Kepala Dinas Perkebunan dan Hortikultura Sultra, Laharuna yang pernah menjadi Penyuluh Pertanian  mengapresiasi pesan  Menteri Pertanian Syahrul Yasin Limpo saat pembukaan HPS bahwa pendampingan dan penyuluhan sangat penting terutama dalam adopsi teknologi baru. 

"Apalagi program Pak Menteri akan menjadikan penyuluh sebagai garda terdepan untuk memenuhi kebutuhan pangan 267 juta jiwa," ucapnya.

Penyuluh Pertanian dii BP3K Konda, Iswati mengatakan usahatani hortikultura di wilayahnya memberikan pendapatan  petani yang lebih besar.  Dia contohkan petani yang menanam tomat di daerahnya bisa mendapatkan keuntungan Rp 40 juta dari menanam 5.000 batang pohon..
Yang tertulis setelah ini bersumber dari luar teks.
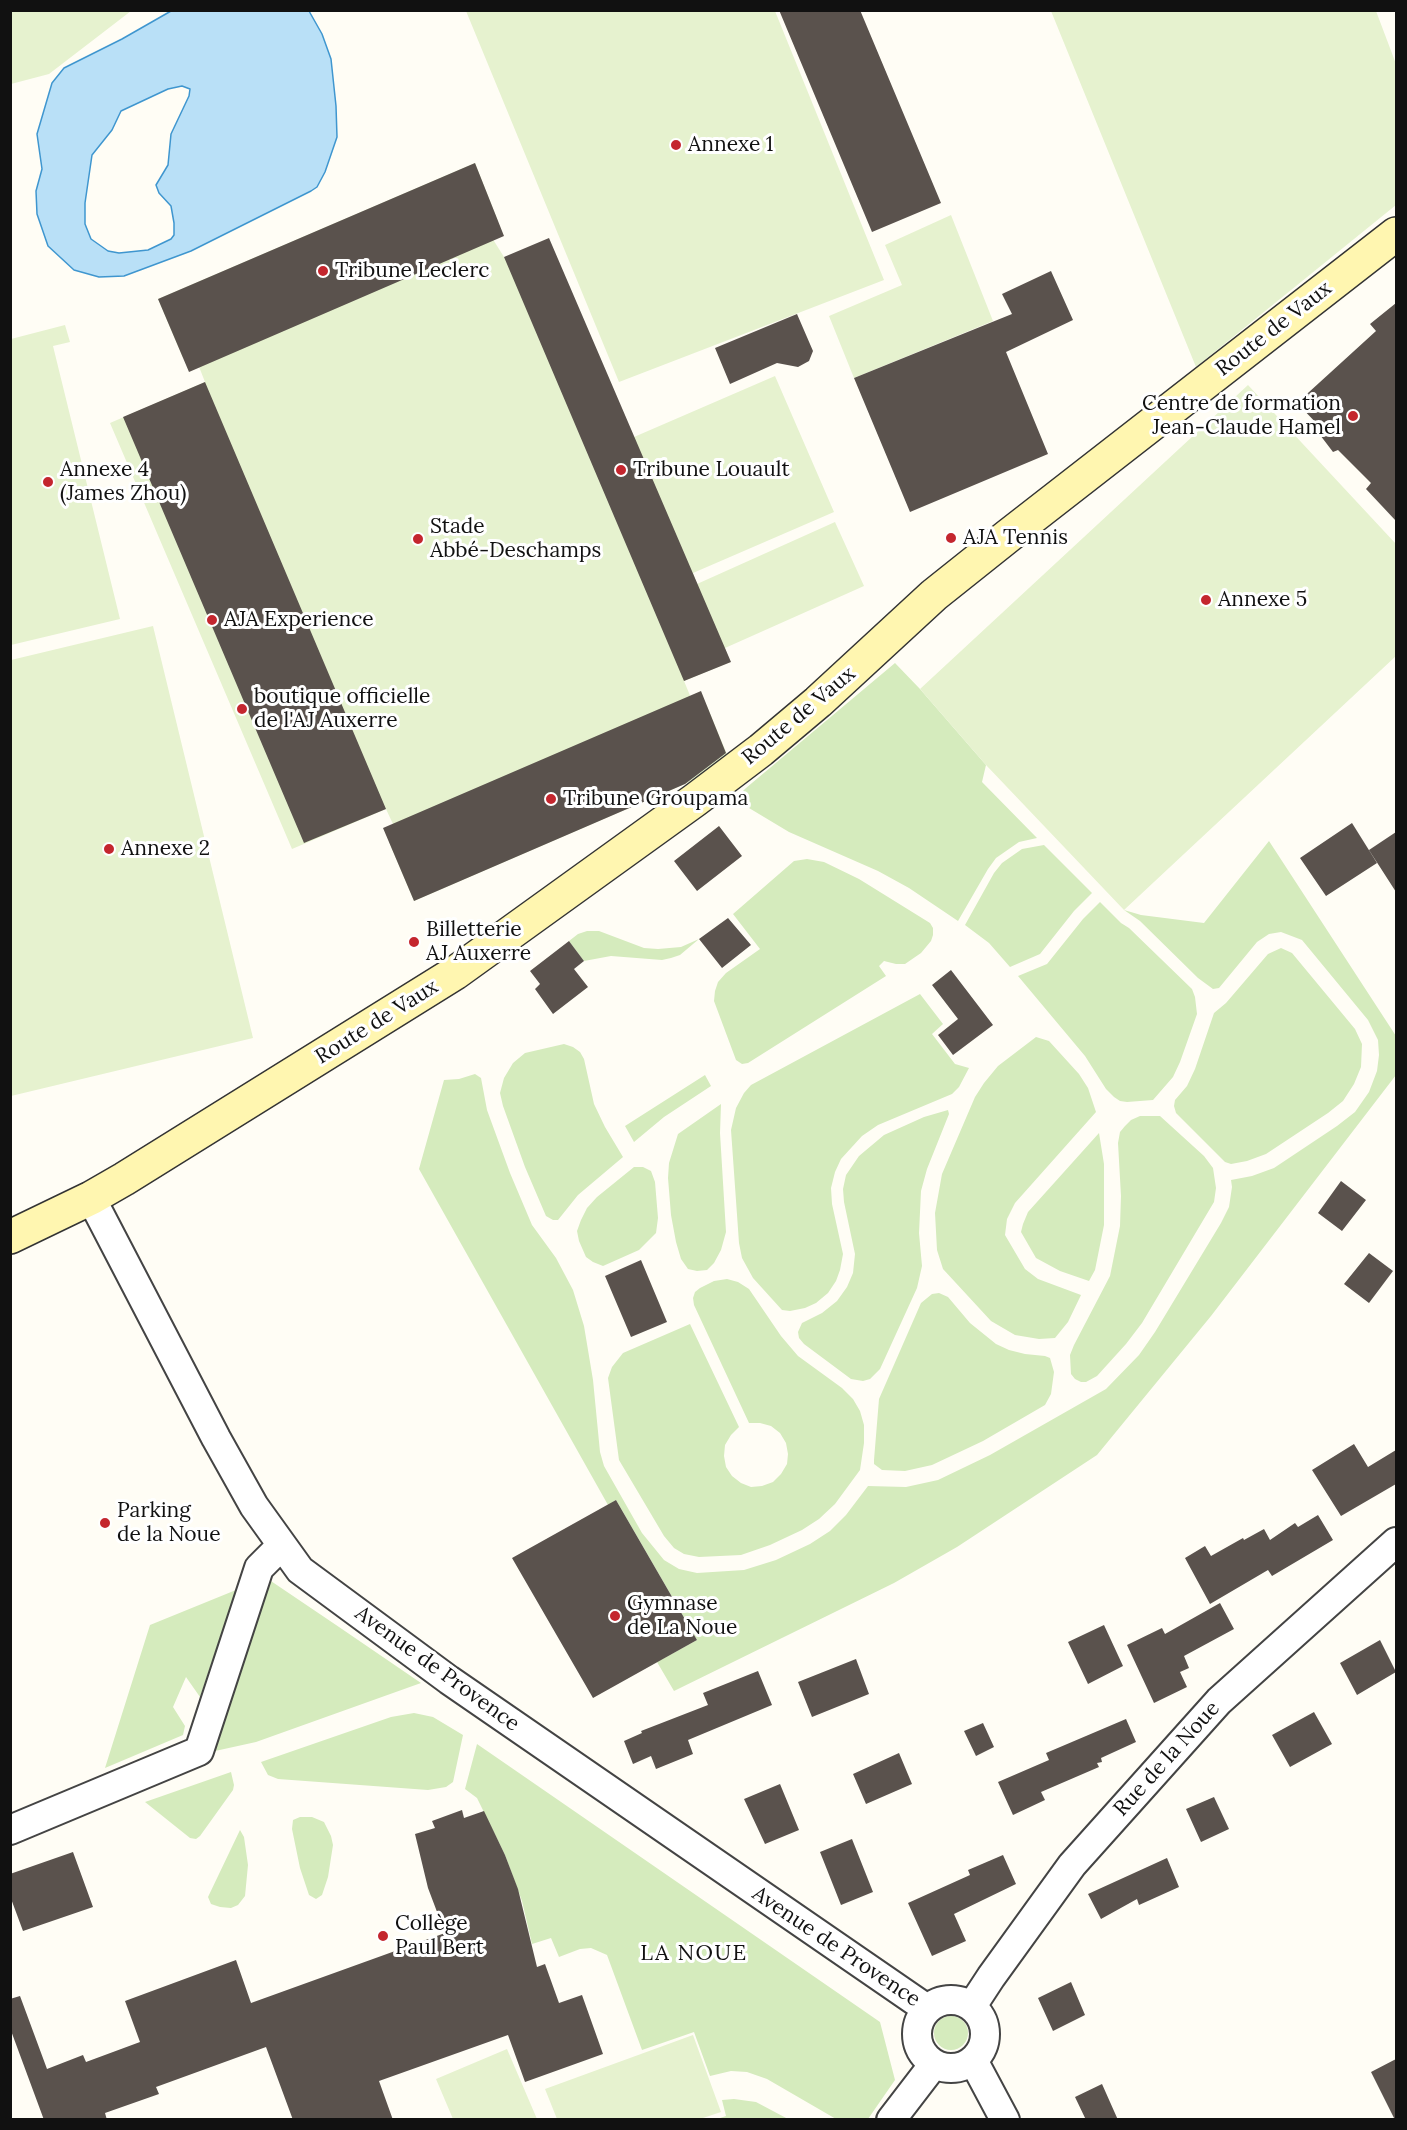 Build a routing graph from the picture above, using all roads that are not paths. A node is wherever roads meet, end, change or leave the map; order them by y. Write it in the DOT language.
graph roads {
  1 [pos="1396,234"];
  2 [pos="91,1198"];
  3 [pos="10,1237"];
  4 [pos="1396,1542"];
  5 [pos="281,1546"];
  6 [pos="10,1830"];
  7 [pos="972,2007"];
  8 [pos="927,2009"];
  9 [pos="973,2060"];
  10 [pos="934,2064"];
  11 [pos="891,2120"];
  12 [pos="1005,2120"];
  1 -- 2 [label="street, Route de Vaux"];
  2 -- 3 [label="street, Route de Vaux"];
  2 -- 5 [label="street, Avenue de Provence"];
  4 -- 7 [label="street, Rue de la Noue"];
  5 -- 6 [label="street"];
  5 -- 8 [label="street, Avenue de Provence"];
  7 -- 8 [label="street"];
  7 -- 9 [label="street"];
  8 -- 10 [label="street"];
  9 -- 10 [label="street"];
  9 -- 12 [label="street"];
  10 -- 11 [label="street"];
} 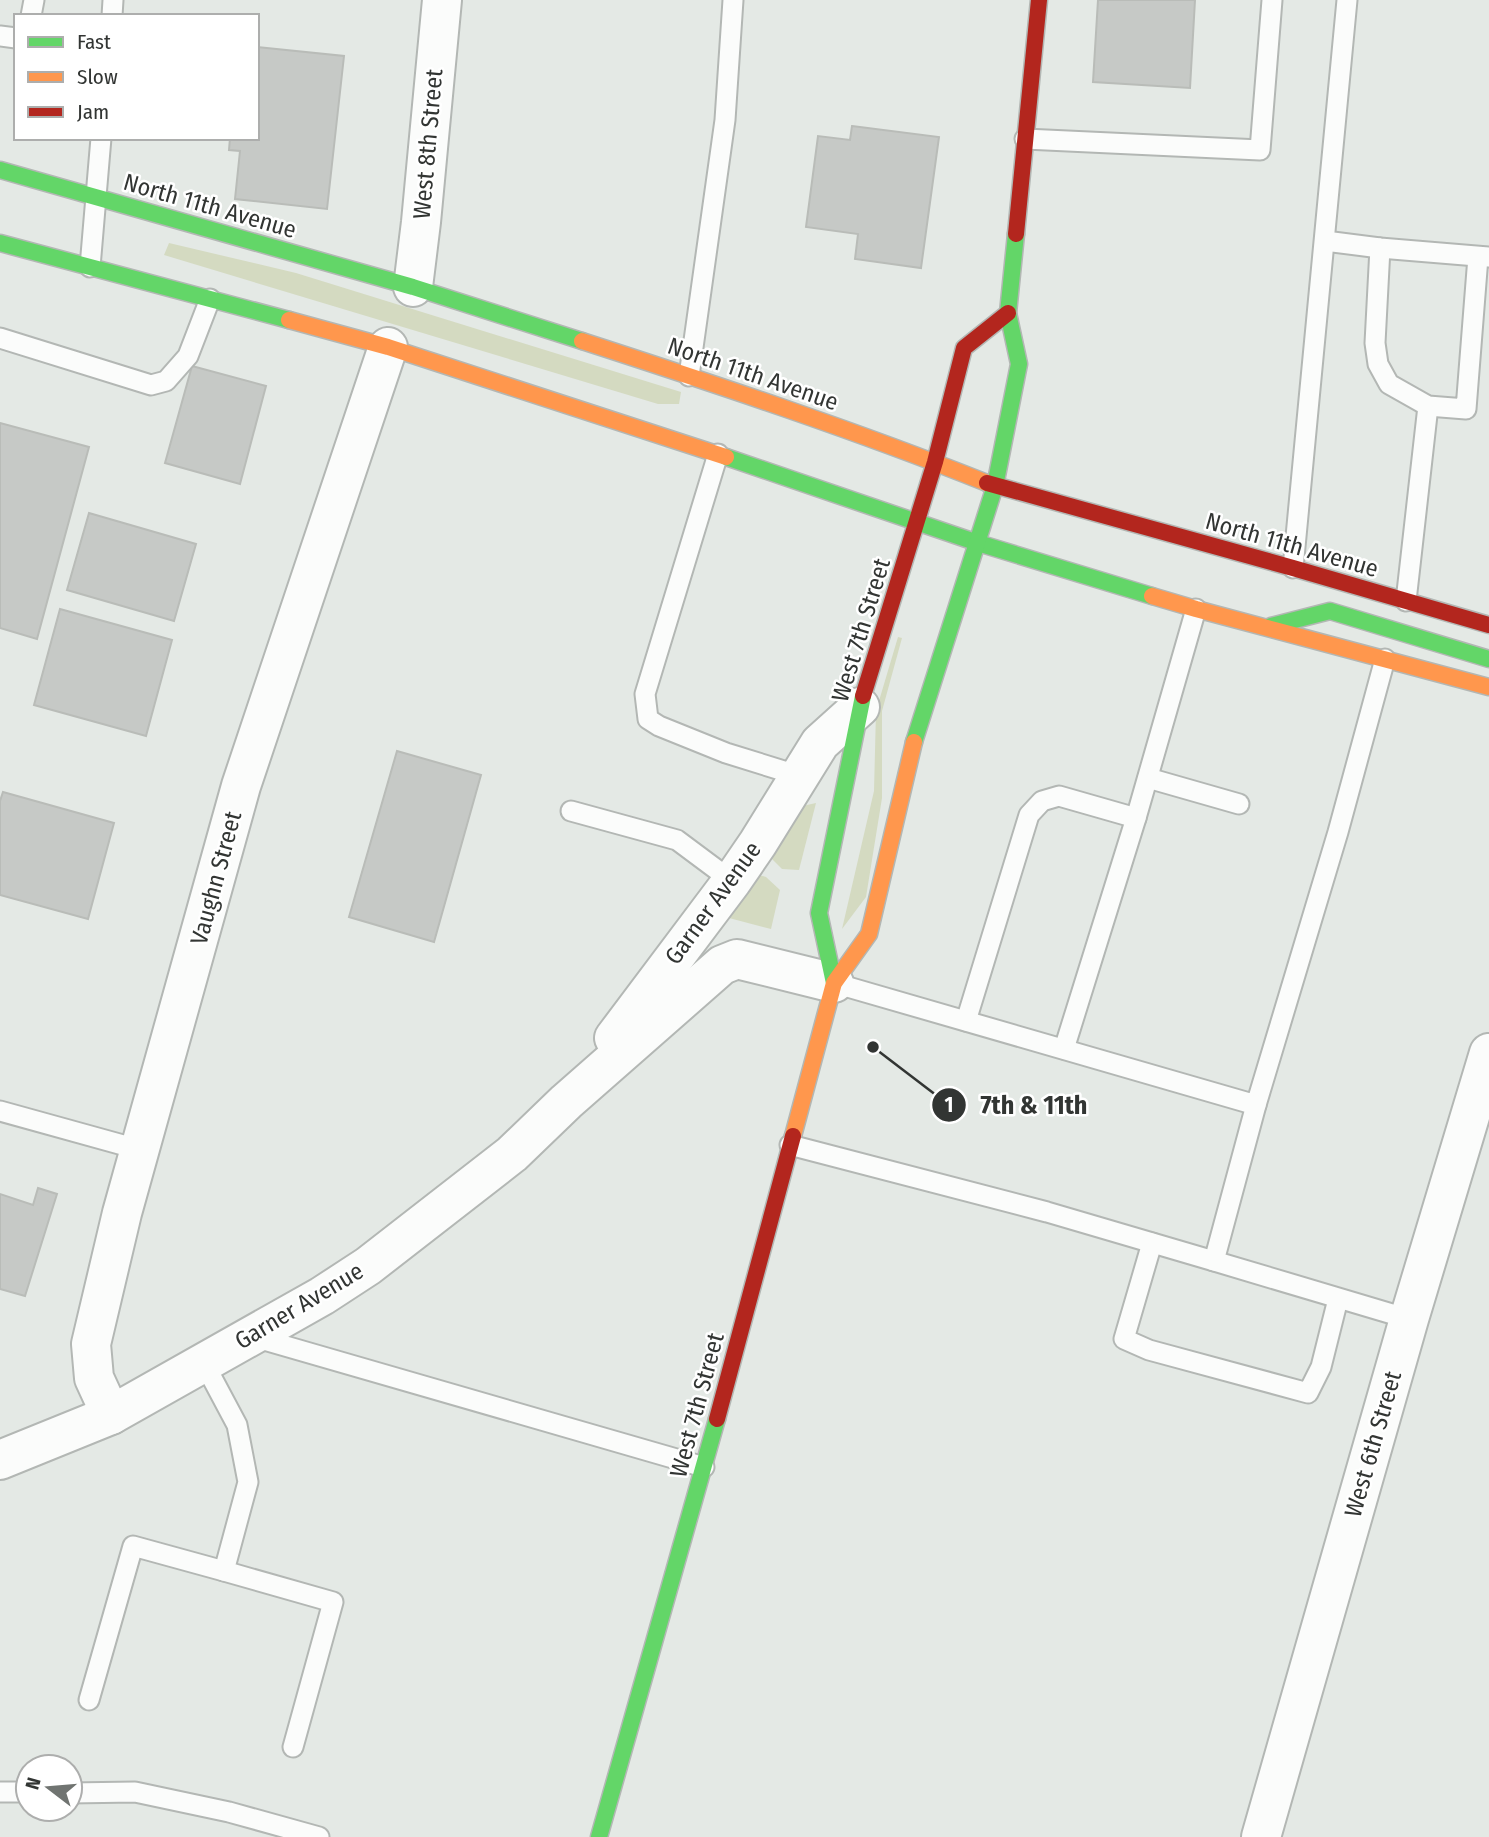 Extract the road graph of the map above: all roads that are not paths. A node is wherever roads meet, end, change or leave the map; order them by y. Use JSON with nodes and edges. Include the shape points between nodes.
{"nodes":[{"id":1,"x":442,"y":0,"type":"edge"},
{"id":2,"x":733,"y":0,"type":"edge"},
{"id":3,"x":1039,"y":0,"type":"edge"},
{"id":4,"x":1272,"y":0,"type":"edge"},
{"id":5,"x":1347,"y":0,"type":"edge"},
{"id":6,"x":1025,"y":139,"type":"junction"},
{"id":7,"x":101,"y":140,"type":"edge"},
{"id":8,"x":0,"y":170,"type":"edge"},
{"id":9,"x":95,"y":197,"type":"junction"},
{"id":10,"x":1325,"y":242,"type":"junction"},
{"id":11,"x":0,"y":243,"type":"edge"},
{"id":12,"x":1380,"y":248,"type":"junction"},
{"id":13,"x":1483,"y":257,"type":"edge"},
{"id":14,"x":90,"y":267,"type":"junction"},
{"id":15,"x":413,"y":287,"type":"junction"},
{"id":16,"x":210,"y":299,"type":"junction"},
{"id":17,"x":1008,"y":313,"type":"junction"},
{"id":18,"x":0,"y":338,"type":"edge"},
{"id":19,"x":388,"y":347,"type":"junction"},
{"id":20,"x":690,"y":376,"type":"junction"},
{"id":21,"x":1428,"y":406,"type":"junction"},
{"id":22,"x":718,"y":454,"type":"junction"},
{"id":23,"x":935,"y":462,"type":"junction"},
{"id":24,"x":995,"y":486,"type":"junction"},
{"id":25,"x":917,"y":522,"type":"junction"},
{"id":26,"x":978,"y":543,"type":"junction"},
{"id":27,"x":1293,"y":568,"type":"junction"},
{"id":28,"x":1406,"y":601,"type":"junction"},
{"id":29,"x":1196,"y":609,"type":"junction"},
{"id":30,"x":1489,"y":625,"type":"edge"},
{"id":31,"x":1265,"y":627,"type":"junction"},
{"id":32,"x":1385,"y":659,"type":"junction"},
{"id":33,"x":1489,"y":659,"type":"edge"},
{"id":34,"x":1489,"y":687,"type":"edge"},
{"id":35,"x":860,"y":707,"type":"junction"},
{"id":36,"x":800,"y":776,"type":"junction"},
{"id":37,"x":1148,"y":778,"type":"junction"},
{"id":38,"x":1239,"y":804,"type":"dead end"},
{"id":39,"x":570,"y":811,"type":"dead end"},
{"id":40,"x":1136,"y":818,"type":"junction"},
{"id":41,"x":732,"y":881,"type":"junction"},
{"id":42,"x":834,"y":983,"type":"junction"},
{"id":43,"x":966,"y":1021,"type":"junction"},
{"id":44,"x":1064,"y":1049,"type":"junction"},
{"id":45,"x":1489,"y":1053,"type":"edge"},
{"id":46,"x":566,"y":1102,"type":"junction"},
{"id":47,"x":1256,"y":1105,"type":"junction"},
{"id":48,"x":0,"y":1111,"type":"edge"},
{"id":49,"x":790,"y":1145,"type":"junction"},
{"id":50,"x":141,"y":1150,"type":"junction"},
{"id":51,"x":1152,"y":1243,"type":"junction"},
{"id":52,"x":1214,"y":1261,"type":"junction"},
{"id":53,"x":1338,"y":1299,"type":"junction"},
{"id":54,"x":1409,"y":1319,"type":"junction"},
{"id":55,"x":251,"y":1336,"type":"junction"},
{"id":56,"x":204,"y":1363,"type":"junction"},
{"id":57,"x":111,"y":1415,"type":"junction"},
{"id":58,"x":0,"y":1460,"type":"edge"},
{"id":59,"x":704,"y":1466,"type":"junction"},
{"id":60,"x":224,"y":1571,"type":"junction"},
{"id":61,"x":89,"y":1700,"type":"dead end"},
{"id":62,"x":293,"y":1747,"type":"dead end"},
{"id":63,"x":84,"y":1793,"type":"edge"},
{"id":64,"x":319,"y":1837,"type":"edge"},
{"id":65,"x":599,"y":1837,"type":"edge"},
{"id":66,"x":1261,"y":1837,"type":"edge"}],
"edges":[{"from":1,"to":15,"type":"street","name":"West 8th Street"},
{"from":2,"to":20,"type":"lane","via":[[724,120]]},
{"from":3,"to":6,"type":"main road","name":"West 7th Street"},
{"from":4,"to":6,"type":"lane","via":[[1260,150]]},
{"from":5,"to":10,"type":"lane"},
{"from":6,"to":17,"type":"main road","name":"West 7th Street"},
{"from":7,"to":9,"type":"lane"},
{"from":8,"to":9,"type":"main road","name":"North 11th Avenue"},
{"from":9,"to":14,"type":"lane"},
{"from":9,"to":15,"type":"main road","name":"North 11th Avenue"},
{"from":10,"to":12,"type":"lane"},
{"from":10,"to":27,"type":"lane"},
{"from":11,"to":14,"type":"main road"},
{"from":12,"to":13,"type":"lane"},
{"from":12,"to":21,"type":"lane","via":[[1378,364],[1389,384]]},
{"from":13,"to":21,"type":"lane","via":[[1466,410]]},
{"from":14,"to":16,"type":"main road"},
{"from":15,"to":20,"type":"main road","name":"North 11th Avenue"},
{"from":16,"to":18,"type":"lane","via":[[188,356],[166,381],[151,385]]},
{"from":16,"to":19,"type":"main road"},
{"from":17,"to":23,"type":"main road","name":"West 7th Street","via":[[964,348]]},
{"from":17,"to":24,"type":"main road","name":"West 7th Street","via":[[1019,364]]},
{"from":19,"to":22,"type":"main road"},
{"from":19,"to":50,"type":"street","name":"Vaughn Street","via":[[242,786]]},
{"from":20,"to":23,"type":"main road","name":"North 11th Avenue"},
{"from":21,"to":28,"type":"lane"},
{"from":22,"to":25,"type":"main road"},
{"from":22,"to":36,"type":"lane","via":[[645,694],[648,719],[726,753]]},
{"from":23,"to":24,"type":"main road","name":"North 11th Avenue"},
{"from":23,"to":25,"type":"main road","name":"West 7th Street"},
{"from":24,"to":26,"type":"main road","name":"West 7th Street"},
{"from":24,"to":27,"type":"main road","name":"North 11th Avenue"},
{"from":25,"to":26,"type":"main road"},
{"from":25,"to":35,"type":"main road","name":"West 7th Street"},
{"from":26,"to":29,"type":"main road"},
{"from":26,"to":42,"type":"main road","name":"West 7th Street","via":[[915,737],[869,934]]},
{"from":27,"to":28,"type":"main road","name":"North 11th Avenue"},
{"from":28,"to":30,"type":"main road","name":"North 11th Avenue"},
{"from":29,"to":31,"type":"main road"},
{"from":29,"to":37,"type":"lane"},
{"from":31,"to":32,"type":"main road"},
{"from":31,"to":33,"type":"main road","via":[[1330,611]]},
{"from":32,"to":34,"type":"main road"},
{"from":32,"to":47,"type":"lane"},
{"from":35,"to":36,"type":"street","name":"Garner Avenue","via":[[820,743]]},
{"from":35,"to":42,"type":"main road","name":"West 7th Street","via":[[819,913]]},
{"from":36,"to":41,"type":"street","name":"Garner Avenue"},
{"from":37,"to":38,"type":"lane"},
{"from":37,"to":40,"type":"lane"},
{"from":39,"to":41,"type":"lane","via":[[677,840]]},
{"from":40,"to":43,"type":"lane","via":[[1059,796],[1042,801],[1029,815]]},
{"from":40,"to":44,"type":"lane"},
{"from":41,"to":46,"type":"street","name":"Garner Avenue"},
{"from":42,"to":43,"type":"lane"},
{"from":42,"to":46,"type":"street","name":"Garner Avenue","via":[[737,959],[722,965]]},
{"from":42,"to":49,"type":"main road","name":"West 7th Street"},
{"from":43,"to":44,"type":"lane"},
{"from":44,"to":47,"type":"lane"},
{"from":45,"to":54,"type":"street","name":"West 6th Street"},
{"from":46,"to":55,"type":"street","name":"Garner Avenue","via":[[512,1154],[368,1266]]},
{"from":47,"to":52,"type":"lane"},
{"from":48,"to":50,"type":"lane"},
{"from":49,"to":51,"type":"lane"},
{"from":49,"to":59,"type":"main road","name":"West 7th Street"},
{"from":50,"to":57,"type":"street","name":"Vaughn Street","via":[[90,1344],[94,1378]]},
{"from":51,"to":52,"type":"lane"},
{"from":51,"to":53,"type":"lane","via":[[1124,1339],[1149,1350],[1308,1393],[1321,1367]]},
{"from":52,"to":53,"type":"lane"},
{"from":53,"to":54,"type":"lane"},
{"from":54,"to":66,"type":"street","name":"West 6th Street"},
{"from":55,"to":56,"type":"street","name":"Garner Avenue"},
{"from":55,"to":59,"type":"lane"},
{"from":56,"to":57,"type":"street","name":"Garner Avenue"},
{"from":56,"to":60,"type":"lane","via":[[237,1425],[248,1482]]},
{"from":57,"to":58,"type":"street","name":"Garner Avenue"},
{"from":59,"to":65,"type":"main road","name":"West 7th Street"},
{"from":60,"to":61,"type":"lane","via":[[133,1546]]},
{"from":60,"to":62,"type":"lane","via":[[333,1602]]},
{"from":63,"to":64,"type":"lane","via":[[135,1792]]}]}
Sardi (28), petani muda  alumni Fakultas Ekonomi, jurusan akuntansi Universitas Haluoleo mengatakan  Poktan Cerah Sejahtera  mengambangkan cabai besar varietas Darmais dan Pilar dengan produksi mencapai 20 ton per hektar dan cabai rawit varietas super putih dengan produktivitas mencapai 15 ton per hektar. 

"Kami juga membudidayakan tomat varietas Servo F1 dan Timoti yang produktivitasnya mencapai 40 ton per hektar," Ujar Sardi.

Peningkatan poduktivitas dan kulaitas komoditas pertanian harus ditangani profesional dengan penerapan inovasi teknologi maju serta prinsip Good Agricultural Practices (GAP) sehingga bukan hanya mutu yang lebih baik tapi juga akan meningkatkan pendapatan dan kesejahteraan petani. 

Sardi bersama kelompoknya telah menggunakan teknologi sprinkle untuk pengairan, budidaya yang ramah lingkungan, penggunaan likat kuning dan tanaman border dengan jagung dan tanaman bunga untuk pengendalian hama.